───── AVAILABLE DATA ─────

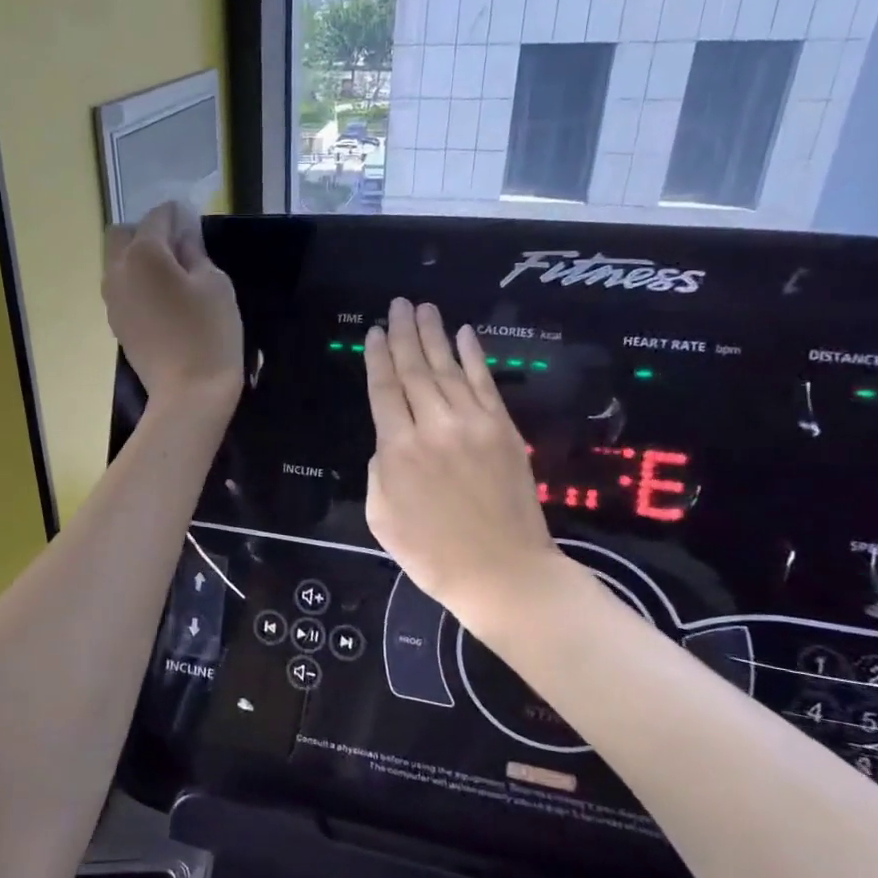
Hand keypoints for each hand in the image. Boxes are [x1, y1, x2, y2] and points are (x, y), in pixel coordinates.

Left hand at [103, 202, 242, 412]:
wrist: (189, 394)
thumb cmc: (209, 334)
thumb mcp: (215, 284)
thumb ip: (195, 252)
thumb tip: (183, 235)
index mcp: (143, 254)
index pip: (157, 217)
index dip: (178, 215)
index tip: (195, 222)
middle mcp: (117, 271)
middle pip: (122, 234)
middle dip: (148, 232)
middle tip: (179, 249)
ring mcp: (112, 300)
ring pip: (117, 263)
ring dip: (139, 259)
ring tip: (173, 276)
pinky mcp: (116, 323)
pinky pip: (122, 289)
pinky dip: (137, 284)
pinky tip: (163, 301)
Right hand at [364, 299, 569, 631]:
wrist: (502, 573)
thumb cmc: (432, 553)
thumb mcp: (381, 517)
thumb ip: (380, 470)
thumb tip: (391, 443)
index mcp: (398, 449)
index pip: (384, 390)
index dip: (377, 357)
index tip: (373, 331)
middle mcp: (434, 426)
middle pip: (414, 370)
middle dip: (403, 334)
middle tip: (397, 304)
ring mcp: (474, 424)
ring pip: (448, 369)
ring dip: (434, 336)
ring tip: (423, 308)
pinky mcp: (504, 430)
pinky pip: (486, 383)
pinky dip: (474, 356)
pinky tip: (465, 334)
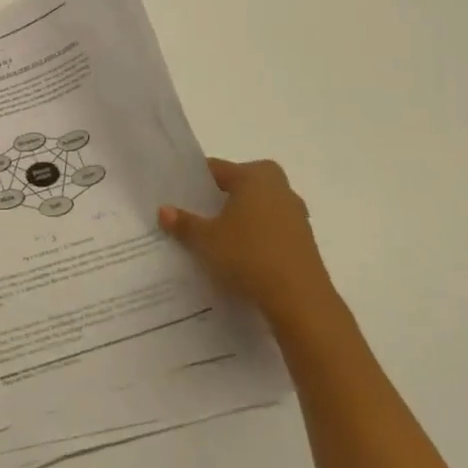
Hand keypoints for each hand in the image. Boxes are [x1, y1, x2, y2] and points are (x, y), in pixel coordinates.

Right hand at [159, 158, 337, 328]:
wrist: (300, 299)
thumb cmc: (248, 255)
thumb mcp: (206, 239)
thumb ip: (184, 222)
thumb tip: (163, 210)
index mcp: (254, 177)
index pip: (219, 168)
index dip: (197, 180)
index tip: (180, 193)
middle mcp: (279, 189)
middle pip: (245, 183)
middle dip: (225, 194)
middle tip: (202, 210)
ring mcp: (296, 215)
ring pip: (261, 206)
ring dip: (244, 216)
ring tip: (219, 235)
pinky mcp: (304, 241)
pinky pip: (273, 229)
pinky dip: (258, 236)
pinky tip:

─────

EXERCISE PROMPT →
Using the data above, print only the lines starting at the one with "pinky mcp: (504, 430)" and ending at the one with "wrist: (300, 299)", exactly as they stand, minus the pictures.

SOLUTION FOR THIS PROBLEM →
pinky mcp: (504, 430)
pinky pip: (486, 383)
pinky dip: (474, 356)
pinky tip: (465, 334)
Hand keypoints for each hand in the image. Boxes are [x1, y1, x2, y2] and points are (x, y), in pixel coordinates.

Right hand at [159, 158, 337, 328]:
wrist: (300, 299)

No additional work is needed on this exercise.